On BBC Radio Jersey’s breakfast show Ashlea Tracey, started by saying that the outbreak of coronavirus would have changed the plans of anyone in Jersey who was trying to move house. Adding that Housing Minister Senator Sam Mézec had said that islanders should ‘stay put and shouldn’t be looking to move home unless it was for medical or safety reasons’ so where does this leave you if your big plans included a move.

To begin with Paul Scally from law firm Le Gallais and Luce was asked about the special circumstances when can people still move house. He emphasised that it was certainly not easy but measures had been put in place. All the people in the property sales sector have been working quite closely with the law society and the government to make sure that everyone has been kept safe as much as possible and stay within the guidelines. The courts have made it clear that they will be open for property transactions for the foreseeable future but they’re also making it clear that the public are no longer able to attend, insisting that it is only the lawyers that pass contracts. Therefore there systems being put in place to make sure that people can sign public powers of attorney without having to attend the office.

Whilst it has made things more difficult it was essential to have to look after clients and make sure that they stayed safe.

Pierre was asked what effect the advice not to move had on the housing market in terms of prices and sales and explained that effectively the market in Guernsey is frozen.
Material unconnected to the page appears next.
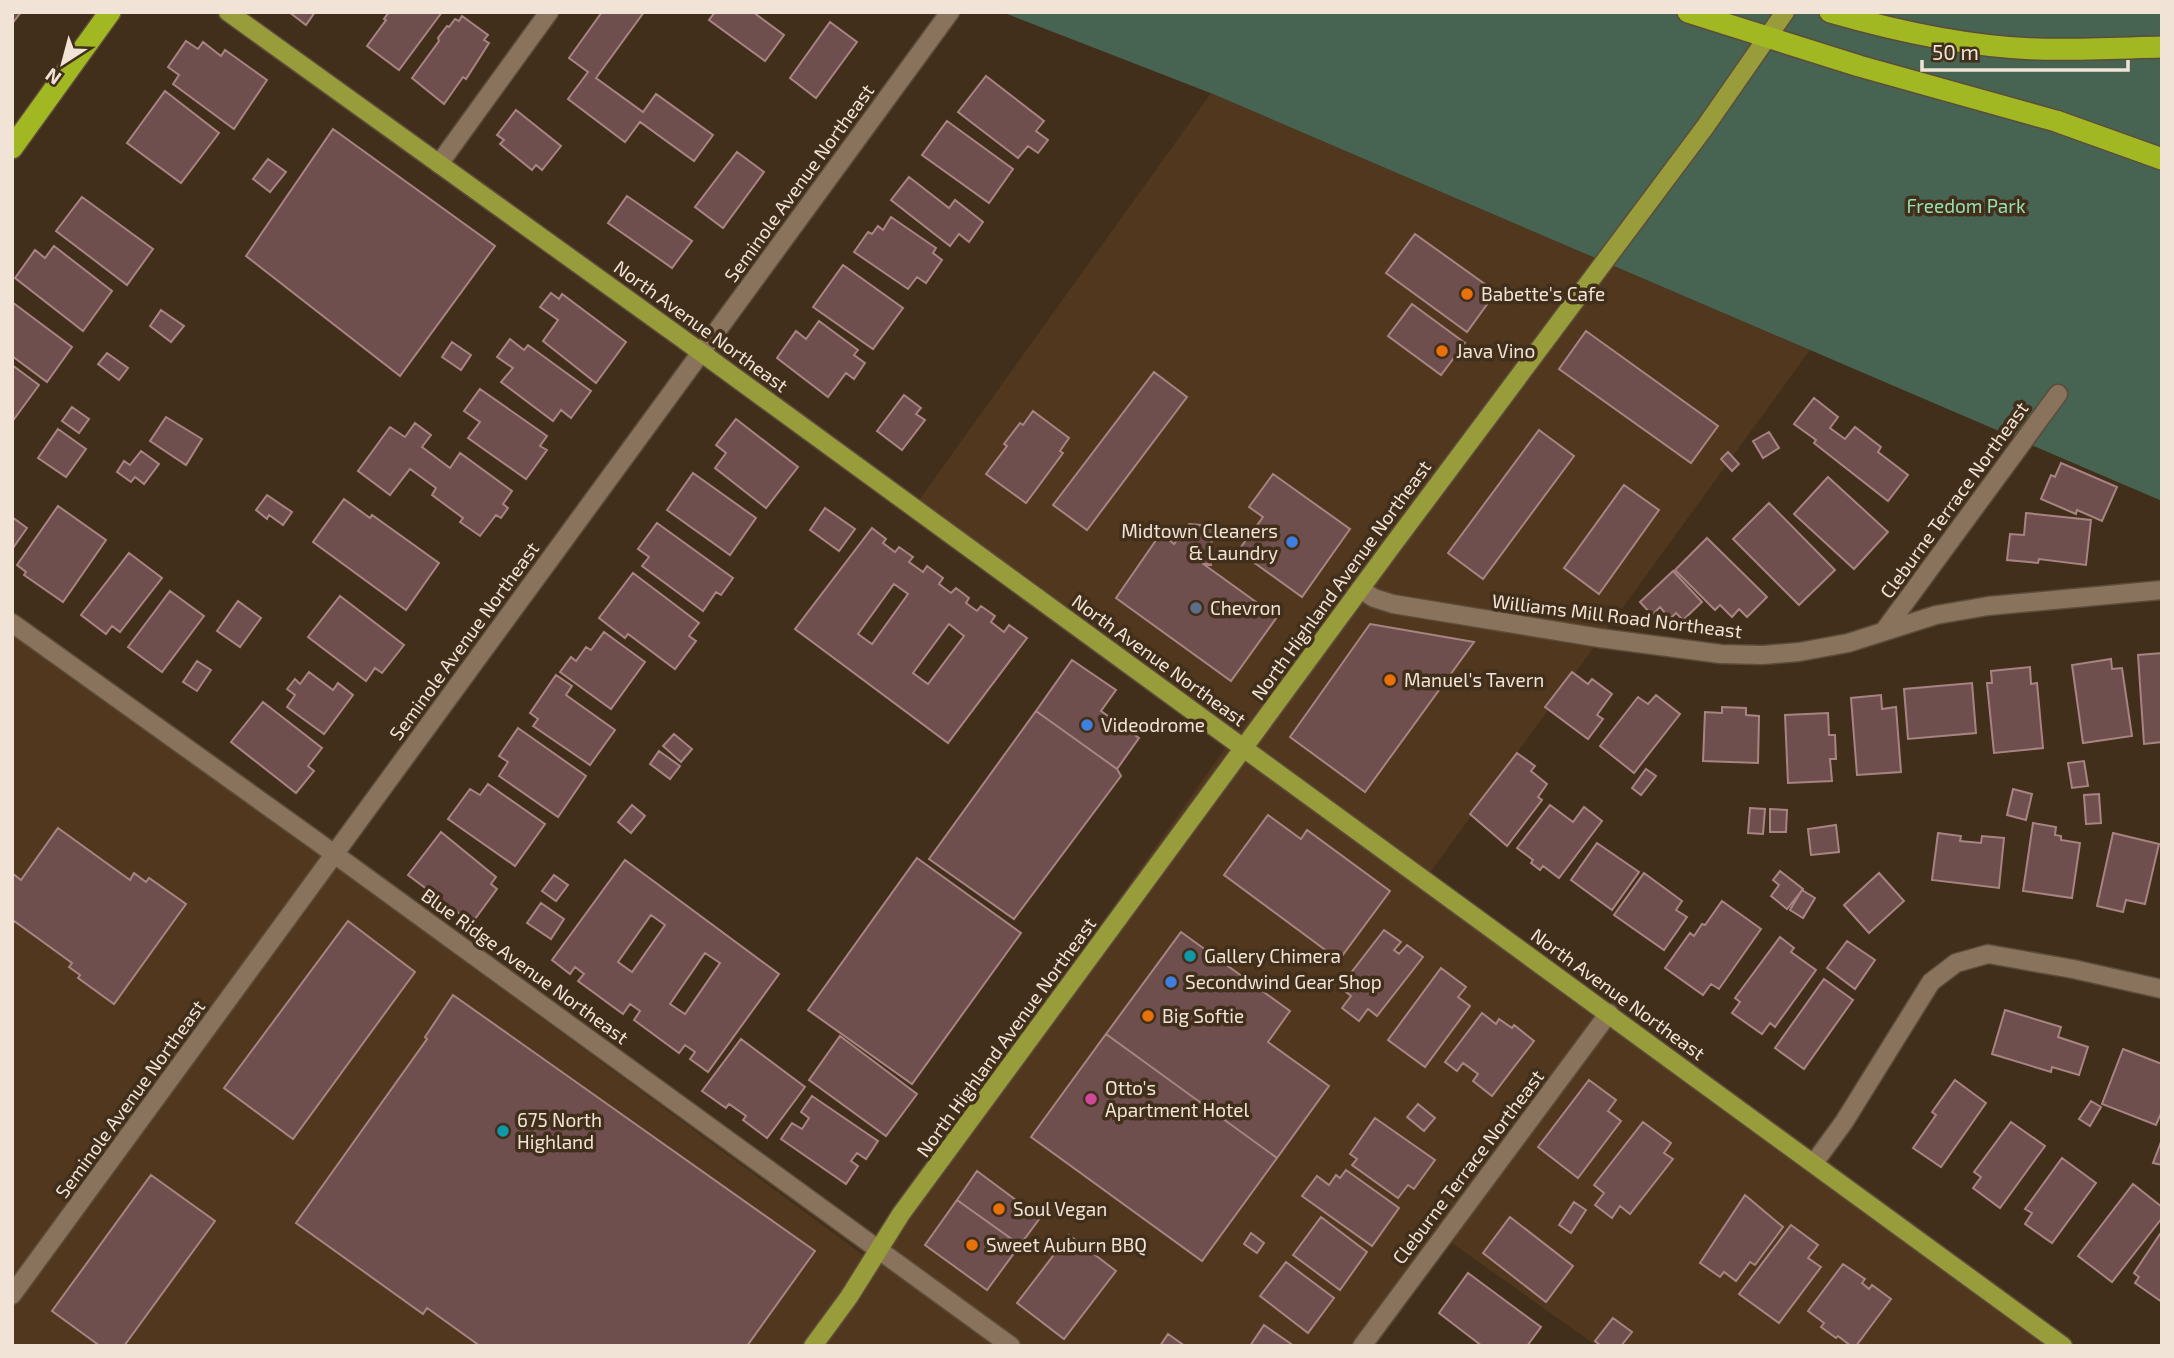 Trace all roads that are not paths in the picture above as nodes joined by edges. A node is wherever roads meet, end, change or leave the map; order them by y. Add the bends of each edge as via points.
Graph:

There is no point in lodging a new application with a lender if you can’t have the survey done for the valuation so it’s basically a case of waiting until we come out of lockdown for the market to start moving again.

Both islands have seen good levels of transactions prior to lockdown and Pierre’s expert opinion is that there’ll be a lot of demand once we return back to normal, hopefully in the not too distant future. His one note of caution was the potential problem if we do see a longer period of lockdown, then jobs being at risk could have an impact.

Ashlea asked what impact there had already been on SPF’s business, given that people may not be coming to them for the normal range of services, and Pierre was able to say that they remained busy. SPF’s priority, was helping people whose income has been affected by the virus. He said “People have been asking what they can do with regards to mortgage payment holidays and because each banks have got different strategies on how they deal with this, we are spending a lot of time just helping people and pointing them in the right direction. What’s encouraging is that how much the banks are treating this as an important part of their role currently.

Questions were asked about landlords and Paul’s opinion was that one or two people that were going to buy investment properties had put that it on hold at the moment but that current landlords are going to have to rough it out as much as anyone else however, his advice was that if you’ve got good tenants it’s in your interest to support them if you can. Landlord insurance was unlikely to cover defaulted payments due to coronavirus.

In general, the current situation has impacted vendors, buyers and landlords. It is difficult for people emotionally as well as financially and a tough time to go through any property transaction. The advice is to stay in contact with the people advising you as much as possible and you will get there. The positives are that the industry, reflecting the islands as a whole, has come together to help anyone who needs it.